Once we get past that though, I believe we would see an overall performance lift at all schools as they start getting the right mix of staff to match the school's needs.

Regarding government requiring students and parents to perform, that's a discussion for another day.



Anonymous said...

They are getting ready to do a similar thing in Wake county by testing every subject. I would be fine with that if all the tests on each subject were the same.The problem is that one version of the test will be significantly more difficult than another version. That is not the way to do a tests to measure teacher effectiveness. If you want a true measure make multiple versions of the same test where the questions are the same but the answers and order of the questions are different. It really is that simple but I am sure the MSL testing program will be nothing like that and will be a flaming dumpster fire like the rest of the state created tests.

Anonymous said...

So in regards to testing , the new system maybe worse than the last. The new system of testing is altered mid stream if a child cannot answer the questions. It dummies down the test completely. It will reach a max level the child can handle , but it will not push a child the way that's needed. It takes the teacher out of the equation with a computer. How in the world can CMS tie pay to performance? Thats a step back for the quality of education product.

Anonymous said...

8:38
Flaming Dumpster Fire. What an amazing description of what we've done for the last forty years. Unfortunately, for thirty years it went in the landfill and in recycling for the last ten. Never had the pleasure of seeing a Bradbury like flame job though.

Anonymous said...

CMeS =

Maximum Risk

Few to any Rewards

Morale = Are you serious with your question?

Anonymous said...

In two years everyone will be comparing Morrison to Don Knotts.

Anonymous said...

could be worse Morrison could be compared to Pete Gorman.

Anonymous said...

Is simply "graduating" from a school considered "success" in education?

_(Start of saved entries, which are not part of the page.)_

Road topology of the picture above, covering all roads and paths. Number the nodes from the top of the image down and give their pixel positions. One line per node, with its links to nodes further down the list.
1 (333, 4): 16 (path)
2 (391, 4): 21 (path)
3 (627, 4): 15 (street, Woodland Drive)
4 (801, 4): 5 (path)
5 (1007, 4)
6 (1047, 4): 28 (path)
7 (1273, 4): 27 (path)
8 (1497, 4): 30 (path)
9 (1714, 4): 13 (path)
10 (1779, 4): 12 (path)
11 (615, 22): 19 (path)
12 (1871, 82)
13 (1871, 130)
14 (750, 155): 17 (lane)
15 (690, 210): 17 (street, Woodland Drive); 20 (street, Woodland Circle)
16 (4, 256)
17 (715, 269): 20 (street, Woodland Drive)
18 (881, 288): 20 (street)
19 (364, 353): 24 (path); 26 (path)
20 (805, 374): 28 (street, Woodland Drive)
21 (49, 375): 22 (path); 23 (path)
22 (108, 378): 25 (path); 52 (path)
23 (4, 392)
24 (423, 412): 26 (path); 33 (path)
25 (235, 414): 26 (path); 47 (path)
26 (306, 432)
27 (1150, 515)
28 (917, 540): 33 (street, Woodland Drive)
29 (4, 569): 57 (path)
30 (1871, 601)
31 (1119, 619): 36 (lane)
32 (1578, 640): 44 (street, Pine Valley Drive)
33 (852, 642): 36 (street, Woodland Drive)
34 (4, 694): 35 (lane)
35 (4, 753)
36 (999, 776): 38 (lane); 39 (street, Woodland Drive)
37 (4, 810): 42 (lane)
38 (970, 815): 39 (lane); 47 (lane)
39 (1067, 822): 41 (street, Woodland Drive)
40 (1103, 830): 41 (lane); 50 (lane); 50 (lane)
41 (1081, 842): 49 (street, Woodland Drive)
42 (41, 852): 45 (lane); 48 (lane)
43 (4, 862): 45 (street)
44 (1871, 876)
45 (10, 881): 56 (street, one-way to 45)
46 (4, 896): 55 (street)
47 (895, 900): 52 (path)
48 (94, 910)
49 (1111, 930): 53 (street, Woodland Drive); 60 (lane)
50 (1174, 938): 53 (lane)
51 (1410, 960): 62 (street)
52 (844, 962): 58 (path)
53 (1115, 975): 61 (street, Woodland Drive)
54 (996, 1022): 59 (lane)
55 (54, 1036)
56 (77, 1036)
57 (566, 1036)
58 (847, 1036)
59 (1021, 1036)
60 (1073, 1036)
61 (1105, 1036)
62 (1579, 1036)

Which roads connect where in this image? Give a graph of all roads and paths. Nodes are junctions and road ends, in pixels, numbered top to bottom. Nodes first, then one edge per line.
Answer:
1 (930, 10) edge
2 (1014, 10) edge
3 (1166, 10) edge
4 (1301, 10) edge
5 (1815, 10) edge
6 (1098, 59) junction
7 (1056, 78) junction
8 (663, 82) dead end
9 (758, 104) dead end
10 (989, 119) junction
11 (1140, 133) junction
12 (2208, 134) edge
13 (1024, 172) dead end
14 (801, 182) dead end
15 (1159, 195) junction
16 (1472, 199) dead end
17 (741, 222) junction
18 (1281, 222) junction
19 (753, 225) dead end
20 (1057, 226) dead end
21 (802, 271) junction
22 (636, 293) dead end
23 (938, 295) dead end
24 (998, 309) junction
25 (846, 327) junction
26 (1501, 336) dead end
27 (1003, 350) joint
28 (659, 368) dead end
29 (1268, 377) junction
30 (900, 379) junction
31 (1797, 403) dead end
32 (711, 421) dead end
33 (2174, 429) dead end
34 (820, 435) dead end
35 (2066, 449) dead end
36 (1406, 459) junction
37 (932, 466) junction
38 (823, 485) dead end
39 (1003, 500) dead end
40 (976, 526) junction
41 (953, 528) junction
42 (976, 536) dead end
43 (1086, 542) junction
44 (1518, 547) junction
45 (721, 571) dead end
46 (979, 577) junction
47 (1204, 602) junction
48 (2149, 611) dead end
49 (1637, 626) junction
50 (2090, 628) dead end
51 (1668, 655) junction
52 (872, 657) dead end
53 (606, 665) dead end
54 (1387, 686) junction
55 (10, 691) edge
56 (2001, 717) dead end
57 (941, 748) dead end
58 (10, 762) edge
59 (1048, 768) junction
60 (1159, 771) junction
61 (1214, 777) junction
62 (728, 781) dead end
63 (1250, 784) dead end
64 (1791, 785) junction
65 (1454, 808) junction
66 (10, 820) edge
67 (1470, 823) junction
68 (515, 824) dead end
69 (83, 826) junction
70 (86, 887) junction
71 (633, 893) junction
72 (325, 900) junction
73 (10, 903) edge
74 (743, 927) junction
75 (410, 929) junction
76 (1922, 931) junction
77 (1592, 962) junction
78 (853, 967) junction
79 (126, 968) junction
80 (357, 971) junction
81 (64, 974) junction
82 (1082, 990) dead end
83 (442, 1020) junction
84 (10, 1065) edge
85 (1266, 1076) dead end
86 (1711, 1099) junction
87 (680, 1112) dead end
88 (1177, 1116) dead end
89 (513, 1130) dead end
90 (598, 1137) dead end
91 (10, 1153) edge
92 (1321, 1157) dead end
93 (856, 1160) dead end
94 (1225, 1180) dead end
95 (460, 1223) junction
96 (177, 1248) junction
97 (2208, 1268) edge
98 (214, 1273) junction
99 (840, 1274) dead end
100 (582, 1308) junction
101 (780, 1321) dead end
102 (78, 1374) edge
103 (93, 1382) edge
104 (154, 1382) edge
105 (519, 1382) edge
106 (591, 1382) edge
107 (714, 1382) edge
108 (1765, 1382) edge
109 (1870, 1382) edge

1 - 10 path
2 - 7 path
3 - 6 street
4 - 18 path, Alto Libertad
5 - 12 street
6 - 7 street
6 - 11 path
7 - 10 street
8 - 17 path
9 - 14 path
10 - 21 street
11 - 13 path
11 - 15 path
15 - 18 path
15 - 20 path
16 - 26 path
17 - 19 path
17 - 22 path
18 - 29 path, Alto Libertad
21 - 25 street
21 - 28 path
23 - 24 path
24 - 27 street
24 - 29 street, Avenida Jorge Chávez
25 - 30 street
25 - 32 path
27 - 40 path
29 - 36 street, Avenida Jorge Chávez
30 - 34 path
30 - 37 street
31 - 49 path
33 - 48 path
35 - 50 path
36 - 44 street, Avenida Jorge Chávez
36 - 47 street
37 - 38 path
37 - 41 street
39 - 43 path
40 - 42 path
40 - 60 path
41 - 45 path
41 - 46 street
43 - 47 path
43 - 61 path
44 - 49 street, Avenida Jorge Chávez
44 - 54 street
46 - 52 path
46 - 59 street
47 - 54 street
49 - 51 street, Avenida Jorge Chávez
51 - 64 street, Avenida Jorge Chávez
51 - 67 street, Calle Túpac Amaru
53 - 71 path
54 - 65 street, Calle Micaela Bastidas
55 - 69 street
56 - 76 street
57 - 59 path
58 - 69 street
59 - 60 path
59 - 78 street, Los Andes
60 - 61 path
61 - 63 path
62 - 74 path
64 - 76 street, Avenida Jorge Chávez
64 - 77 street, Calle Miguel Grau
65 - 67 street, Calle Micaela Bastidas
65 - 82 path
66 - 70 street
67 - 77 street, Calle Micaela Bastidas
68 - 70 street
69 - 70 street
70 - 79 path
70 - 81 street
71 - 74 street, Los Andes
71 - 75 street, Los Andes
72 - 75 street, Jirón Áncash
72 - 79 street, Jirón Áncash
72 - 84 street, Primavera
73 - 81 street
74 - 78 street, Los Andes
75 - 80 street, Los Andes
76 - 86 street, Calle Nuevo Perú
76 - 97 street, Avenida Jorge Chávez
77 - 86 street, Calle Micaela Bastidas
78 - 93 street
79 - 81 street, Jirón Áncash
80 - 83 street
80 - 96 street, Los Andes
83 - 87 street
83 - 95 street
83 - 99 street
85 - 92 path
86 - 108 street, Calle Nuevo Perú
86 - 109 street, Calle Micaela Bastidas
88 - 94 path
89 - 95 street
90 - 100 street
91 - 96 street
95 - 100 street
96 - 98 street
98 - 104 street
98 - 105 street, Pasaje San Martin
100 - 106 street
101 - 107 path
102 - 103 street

If that's the case, then let's just move graduation to the eighth grade and be done with it.

Anonymous said...

Agree that must have been why they moved the bell schedule to 9:15 for middle school to prepare them for working McDonalds drive thru !!

Anonymous said...

Ann:
A nearby school system is proclaiming success - they went from 61% to 88% graduation rate. They also lowered the required credits from 28 to 21.
Another option is hire the recently disgraced AAS professor from UNC. He knows how to graduate everyone.
Listen people - this is not a game. We "graduate" students now who cannot read. Cut out all th BS, political correctness, etc and start educating kids so our country can regain its competiveness.

teacher performance said...

Good post.

Anonymous said...

There are over 20 machinist jobs in Mecklenburg areas begging for people who can read and do basic math. Why are they not able to find qualified people to fill those jobs?